There is a way to meet Massachusetts’s energy needs reliably and affordably while decarbonizing quickly. It’s simple, it’s proven, and it sets an example others can follow: Build four latest-generation South Korean nuclear reactors on the closed Pilgrim site, with its grid connection and infrastructure, to generate most of Massachusetts’ electricity — eight times Pilgrim’s production.
Politically, this might seem impossible, but technically and economically it’s easy. It’s also a lot more environmentally friendly than the alternatives: Material throughput in nuclear power, from mining to construction to waste, is many times smaller than fossils or renewables.
Nuclear power scares many people, but statistically it has been far safer than methane or other fossil fuels. Some spent nuclear fuel is long-lived and toxic, but no worse than other forever-toxic industrial wastes, and the quantities are very small. The four reactors proposed would generate altogether about ten “dry casks” (18-foot-tall cylinders) per year, joining the small collection already on site at Pilgrim. These casks safely contain radiation, have never had a serious problem, and are certified for many decades. At some point this spent fuel can be burned in new reactors currently being designed, or buried deep underground, as Finland is doing.

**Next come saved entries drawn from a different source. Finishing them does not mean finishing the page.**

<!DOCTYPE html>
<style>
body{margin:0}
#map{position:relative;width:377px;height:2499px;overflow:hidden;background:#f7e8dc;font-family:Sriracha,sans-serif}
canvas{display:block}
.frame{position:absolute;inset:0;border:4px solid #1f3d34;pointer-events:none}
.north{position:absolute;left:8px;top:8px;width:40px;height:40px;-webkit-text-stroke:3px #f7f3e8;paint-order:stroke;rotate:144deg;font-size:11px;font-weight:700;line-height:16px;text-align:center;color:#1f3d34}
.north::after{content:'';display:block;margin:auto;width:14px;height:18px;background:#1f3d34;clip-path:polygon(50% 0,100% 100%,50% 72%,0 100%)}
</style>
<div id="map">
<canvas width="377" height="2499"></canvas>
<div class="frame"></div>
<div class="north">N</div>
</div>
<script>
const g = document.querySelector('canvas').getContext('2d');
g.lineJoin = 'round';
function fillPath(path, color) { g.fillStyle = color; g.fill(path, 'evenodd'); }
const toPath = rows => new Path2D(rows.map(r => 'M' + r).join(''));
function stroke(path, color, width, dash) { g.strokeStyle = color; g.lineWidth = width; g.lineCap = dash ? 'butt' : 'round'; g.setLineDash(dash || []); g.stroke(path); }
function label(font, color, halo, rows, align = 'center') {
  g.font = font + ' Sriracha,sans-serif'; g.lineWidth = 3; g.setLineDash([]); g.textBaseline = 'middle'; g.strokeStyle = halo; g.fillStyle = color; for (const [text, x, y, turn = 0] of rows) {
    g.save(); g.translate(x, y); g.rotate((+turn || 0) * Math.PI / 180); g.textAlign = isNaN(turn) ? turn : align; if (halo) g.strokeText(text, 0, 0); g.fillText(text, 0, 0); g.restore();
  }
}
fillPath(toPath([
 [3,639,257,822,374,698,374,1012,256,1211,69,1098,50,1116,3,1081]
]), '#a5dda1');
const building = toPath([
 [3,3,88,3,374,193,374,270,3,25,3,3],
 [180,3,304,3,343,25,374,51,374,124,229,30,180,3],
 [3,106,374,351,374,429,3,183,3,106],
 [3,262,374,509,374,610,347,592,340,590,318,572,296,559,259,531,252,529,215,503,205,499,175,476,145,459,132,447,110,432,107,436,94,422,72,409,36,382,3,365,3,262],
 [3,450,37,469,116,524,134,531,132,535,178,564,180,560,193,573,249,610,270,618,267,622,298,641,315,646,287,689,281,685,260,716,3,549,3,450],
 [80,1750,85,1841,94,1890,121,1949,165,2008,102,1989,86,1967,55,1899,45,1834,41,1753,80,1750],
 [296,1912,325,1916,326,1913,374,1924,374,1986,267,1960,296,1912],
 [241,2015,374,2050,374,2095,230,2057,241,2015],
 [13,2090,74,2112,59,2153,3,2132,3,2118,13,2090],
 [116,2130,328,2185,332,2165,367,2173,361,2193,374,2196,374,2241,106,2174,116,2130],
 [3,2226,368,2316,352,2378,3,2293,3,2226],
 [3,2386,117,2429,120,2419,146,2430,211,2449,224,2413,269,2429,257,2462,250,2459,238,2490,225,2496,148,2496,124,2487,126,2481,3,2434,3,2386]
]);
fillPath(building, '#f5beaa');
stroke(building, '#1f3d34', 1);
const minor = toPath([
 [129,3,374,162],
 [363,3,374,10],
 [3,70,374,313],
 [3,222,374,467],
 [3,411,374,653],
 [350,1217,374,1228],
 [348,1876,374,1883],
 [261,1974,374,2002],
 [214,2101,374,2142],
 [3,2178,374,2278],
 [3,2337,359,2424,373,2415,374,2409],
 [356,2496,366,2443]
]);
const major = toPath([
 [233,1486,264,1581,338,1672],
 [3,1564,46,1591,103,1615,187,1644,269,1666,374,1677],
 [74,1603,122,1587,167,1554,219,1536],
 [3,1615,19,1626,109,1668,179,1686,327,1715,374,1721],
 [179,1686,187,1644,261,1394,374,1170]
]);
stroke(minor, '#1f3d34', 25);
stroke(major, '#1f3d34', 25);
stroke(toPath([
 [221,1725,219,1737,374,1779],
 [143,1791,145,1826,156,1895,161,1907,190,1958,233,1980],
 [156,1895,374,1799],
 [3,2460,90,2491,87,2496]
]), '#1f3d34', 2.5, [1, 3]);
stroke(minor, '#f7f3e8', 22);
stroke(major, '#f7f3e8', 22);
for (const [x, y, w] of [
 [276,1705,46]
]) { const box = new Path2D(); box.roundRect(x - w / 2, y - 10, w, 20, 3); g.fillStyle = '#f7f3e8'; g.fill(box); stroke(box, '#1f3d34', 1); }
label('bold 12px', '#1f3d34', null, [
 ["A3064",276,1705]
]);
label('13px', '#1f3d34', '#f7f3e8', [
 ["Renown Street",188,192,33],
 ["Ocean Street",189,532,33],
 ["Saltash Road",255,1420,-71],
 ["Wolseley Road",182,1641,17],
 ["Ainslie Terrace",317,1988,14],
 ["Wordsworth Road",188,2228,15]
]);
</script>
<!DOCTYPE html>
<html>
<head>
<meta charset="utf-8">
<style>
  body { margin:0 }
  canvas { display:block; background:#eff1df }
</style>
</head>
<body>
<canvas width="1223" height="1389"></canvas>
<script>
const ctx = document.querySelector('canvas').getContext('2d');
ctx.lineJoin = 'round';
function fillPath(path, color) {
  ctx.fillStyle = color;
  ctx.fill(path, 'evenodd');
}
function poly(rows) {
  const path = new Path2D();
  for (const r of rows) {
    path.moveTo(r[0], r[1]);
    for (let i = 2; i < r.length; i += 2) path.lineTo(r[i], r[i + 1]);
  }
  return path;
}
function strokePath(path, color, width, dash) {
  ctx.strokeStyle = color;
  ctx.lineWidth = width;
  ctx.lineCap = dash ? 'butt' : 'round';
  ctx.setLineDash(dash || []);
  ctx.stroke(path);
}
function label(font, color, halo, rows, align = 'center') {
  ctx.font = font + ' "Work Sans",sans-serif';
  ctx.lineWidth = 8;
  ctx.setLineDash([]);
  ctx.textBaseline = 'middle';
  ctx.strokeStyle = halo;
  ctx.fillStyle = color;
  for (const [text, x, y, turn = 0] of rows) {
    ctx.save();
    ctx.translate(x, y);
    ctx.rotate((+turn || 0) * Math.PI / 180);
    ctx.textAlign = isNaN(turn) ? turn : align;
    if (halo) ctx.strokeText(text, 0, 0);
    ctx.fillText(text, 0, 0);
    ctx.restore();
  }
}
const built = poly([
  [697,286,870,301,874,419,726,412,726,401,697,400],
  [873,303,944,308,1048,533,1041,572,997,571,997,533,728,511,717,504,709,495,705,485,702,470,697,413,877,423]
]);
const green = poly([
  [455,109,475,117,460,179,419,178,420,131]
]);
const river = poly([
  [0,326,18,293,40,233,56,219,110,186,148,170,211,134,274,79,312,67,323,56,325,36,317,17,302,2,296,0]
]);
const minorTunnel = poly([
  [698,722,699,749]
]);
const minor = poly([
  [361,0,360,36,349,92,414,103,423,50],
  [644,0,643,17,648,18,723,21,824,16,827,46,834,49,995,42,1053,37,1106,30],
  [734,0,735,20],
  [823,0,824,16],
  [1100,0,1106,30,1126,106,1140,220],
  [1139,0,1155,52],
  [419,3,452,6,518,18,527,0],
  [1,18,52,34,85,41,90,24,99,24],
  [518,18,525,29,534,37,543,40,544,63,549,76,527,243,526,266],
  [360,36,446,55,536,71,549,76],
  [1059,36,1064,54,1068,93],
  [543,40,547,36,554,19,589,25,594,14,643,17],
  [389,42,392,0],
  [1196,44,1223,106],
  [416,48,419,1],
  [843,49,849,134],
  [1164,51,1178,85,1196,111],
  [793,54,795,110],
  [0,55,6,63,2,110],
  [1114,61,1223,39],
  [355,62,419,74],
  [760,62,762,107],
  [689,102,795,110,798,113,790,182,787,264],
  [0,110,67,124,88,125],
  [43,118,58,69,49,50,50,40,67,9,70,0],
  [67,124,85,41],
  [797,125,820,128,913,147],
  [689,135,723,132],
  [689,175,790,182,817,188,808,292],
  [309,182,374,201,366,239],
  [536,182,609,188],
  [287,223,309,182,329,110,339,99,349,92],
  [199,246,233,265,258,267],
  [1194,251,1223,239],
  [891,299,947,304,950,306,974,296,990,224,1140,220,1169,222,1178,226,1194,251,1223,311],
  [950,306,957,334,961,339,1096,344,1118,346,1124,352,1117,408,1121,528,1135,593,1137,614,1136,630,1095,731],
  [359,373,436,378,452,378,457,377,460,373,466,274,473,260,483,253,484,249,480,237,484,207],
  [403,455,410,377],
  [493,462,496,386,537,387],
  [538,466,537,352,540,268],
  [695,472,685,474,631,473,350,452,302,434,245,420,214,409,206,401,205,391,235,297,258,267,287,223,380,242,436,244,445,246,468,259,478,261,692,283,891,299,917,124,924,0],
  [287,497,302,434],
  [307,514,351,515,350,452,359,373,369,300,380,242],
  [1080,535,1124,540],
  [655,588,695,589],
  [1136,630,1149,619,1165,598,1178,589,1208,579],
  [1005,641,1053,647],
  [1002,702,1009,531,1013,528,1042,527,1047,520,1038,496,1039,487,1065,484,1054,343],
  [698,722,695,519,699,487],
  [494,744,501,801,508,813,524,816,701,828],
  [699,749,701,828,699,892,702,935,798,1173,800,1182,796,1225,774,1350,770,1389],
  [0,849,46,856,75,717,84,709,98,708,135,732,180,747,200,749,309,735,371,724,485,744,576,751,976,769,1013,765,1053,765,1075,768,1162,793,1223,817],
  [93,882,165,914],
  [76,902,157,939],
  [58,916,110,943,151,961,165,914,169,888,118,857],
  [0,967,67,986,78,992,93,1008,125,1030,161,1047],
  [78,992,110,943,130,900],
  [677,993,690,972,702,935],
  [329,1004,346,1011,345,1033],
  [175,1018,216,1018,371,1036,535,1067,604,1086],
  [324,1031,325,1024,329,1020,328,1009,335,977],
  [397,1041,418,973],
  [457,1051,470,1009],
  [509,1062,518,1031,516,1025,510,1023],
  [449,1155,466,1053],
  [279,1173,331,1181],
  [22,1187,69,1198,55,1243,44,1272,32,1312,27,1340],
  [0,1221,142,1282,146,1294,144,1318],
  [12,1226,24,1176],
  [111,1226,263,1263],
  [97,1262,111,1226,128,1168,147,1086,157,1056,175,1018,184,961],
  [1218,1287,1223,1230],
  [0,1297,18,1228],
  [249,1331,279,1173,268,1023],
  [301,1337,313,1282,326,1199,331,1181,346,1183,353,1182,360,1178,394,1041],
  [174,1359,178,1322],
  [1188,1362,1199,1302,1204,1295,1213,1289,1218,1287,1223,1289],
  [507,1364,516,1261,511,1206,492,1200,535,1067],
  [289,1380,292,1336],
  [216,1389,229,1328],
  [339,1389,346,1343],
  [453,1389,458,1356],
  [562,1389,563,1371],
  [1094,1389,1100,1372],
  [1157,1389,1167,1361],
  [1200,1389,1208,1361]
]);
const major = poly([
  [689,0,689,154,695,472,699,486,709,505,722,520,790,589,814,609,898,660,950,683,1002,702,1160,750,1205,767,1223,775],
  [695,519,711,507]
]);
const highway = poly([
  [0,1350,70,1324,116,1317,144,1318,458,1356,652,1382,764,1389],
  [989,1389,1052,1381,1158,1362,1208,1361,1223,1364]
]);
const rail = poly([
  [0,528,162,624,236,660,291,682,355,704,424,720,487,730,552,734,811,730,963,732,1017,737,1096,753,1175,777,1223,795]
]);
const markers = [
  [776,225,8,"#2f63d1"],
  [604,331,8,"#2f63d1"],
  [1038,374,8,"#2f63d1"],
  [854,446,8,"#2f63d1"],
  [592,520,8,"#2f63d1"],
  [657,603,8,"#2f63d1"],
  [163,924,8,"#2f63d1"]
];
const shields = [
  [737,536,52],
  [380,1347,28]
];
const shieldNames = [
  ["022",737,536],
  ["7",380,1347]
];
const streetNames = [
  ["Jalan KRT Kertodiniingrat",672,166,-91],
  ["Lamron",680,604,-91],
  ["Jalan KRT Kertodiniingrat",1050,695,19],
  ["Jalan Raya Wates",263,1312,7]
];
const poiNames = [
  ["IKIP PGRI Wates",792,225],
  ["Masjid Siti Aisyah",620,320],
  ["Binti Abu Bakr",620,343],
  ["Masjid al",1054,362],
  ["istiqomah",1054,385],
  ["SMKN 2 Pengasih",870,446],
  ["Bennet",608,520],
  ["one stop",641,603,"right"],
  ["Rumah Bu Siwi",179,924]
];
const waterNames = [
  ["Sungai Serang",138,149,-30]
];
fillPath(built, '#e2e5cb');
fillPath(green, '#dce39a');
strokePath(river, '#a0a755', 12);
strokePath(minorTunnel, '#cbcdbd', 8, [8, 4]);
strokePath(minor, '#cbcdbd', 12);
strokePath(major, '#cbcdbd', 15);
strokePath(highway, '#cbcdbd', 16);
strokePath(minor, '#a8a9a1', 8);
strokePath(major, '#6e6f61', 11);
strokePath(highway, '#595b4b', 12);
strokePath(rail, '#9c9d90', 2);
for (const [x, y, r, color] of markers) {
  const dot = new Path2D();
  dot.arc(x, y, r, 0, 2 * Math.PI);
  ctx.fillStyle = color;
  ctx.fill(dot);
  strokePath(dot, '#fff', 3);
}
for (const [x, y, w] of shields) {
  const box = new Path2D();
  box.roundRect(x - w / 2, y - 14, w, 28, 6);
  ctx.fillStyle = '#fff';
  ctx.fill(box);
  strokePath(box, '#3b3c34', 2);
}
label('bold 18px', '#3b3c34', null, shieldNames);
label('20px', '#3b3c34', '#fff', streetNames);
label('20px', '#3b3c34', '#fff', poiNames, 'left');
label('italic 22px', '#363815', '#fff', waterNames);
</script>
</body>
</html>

Recent attempts to build US nuclear power plants have been expensive fiascos. That’s why Massachusetts should have the South Koreans build us their APR1400 — the world’s most advanced, safest reactor — which has already been built, operated, exported, and certified by the Nuclear Regulatory Commission for US use.
The four-reactor power plant we need is already being built, with some reactors operating, in South Korea and the United Arab Emirates. These experiences indicate that an identical plant in Plymouth would cost about $20 billion and take a decade to complete. The cost would be amortized over a 60-year lifetime, and the electricity would come to market at prices roughly competitive with our current fossil fuels, but with greater long-term price stability.
The supply of reliable, affordable clean electricity would boost our state economy by attracting business and accelerating the electrification of transportation, industry, and heating. For instance, shifting to electric vehicles would slash oil consumption, and electric air-source heat pumps would reduce methane used to heat buildings. This electrification, which would also provide us cleaner, healthier air, could be supported over time by several more Plymouth-style power plants, for instance at Seabrook, N.H. (Using existing nuclear power sites would speed deployment and reduce costs.)
As a 13th-generation Massachusetts resident, I want to leave our children and grandchildren a livable, healthy, and prosperous state. Burning more methane while adding renewables won’t get us there. There is a practical alternative, if we would just use it.
Joshua S. Goldstein is international relations professor emeritus at American University, a research scholar at the University of Massachusetts, and coauthor of a new book on climate and nuclear power. He has no ties to the nuclear industry.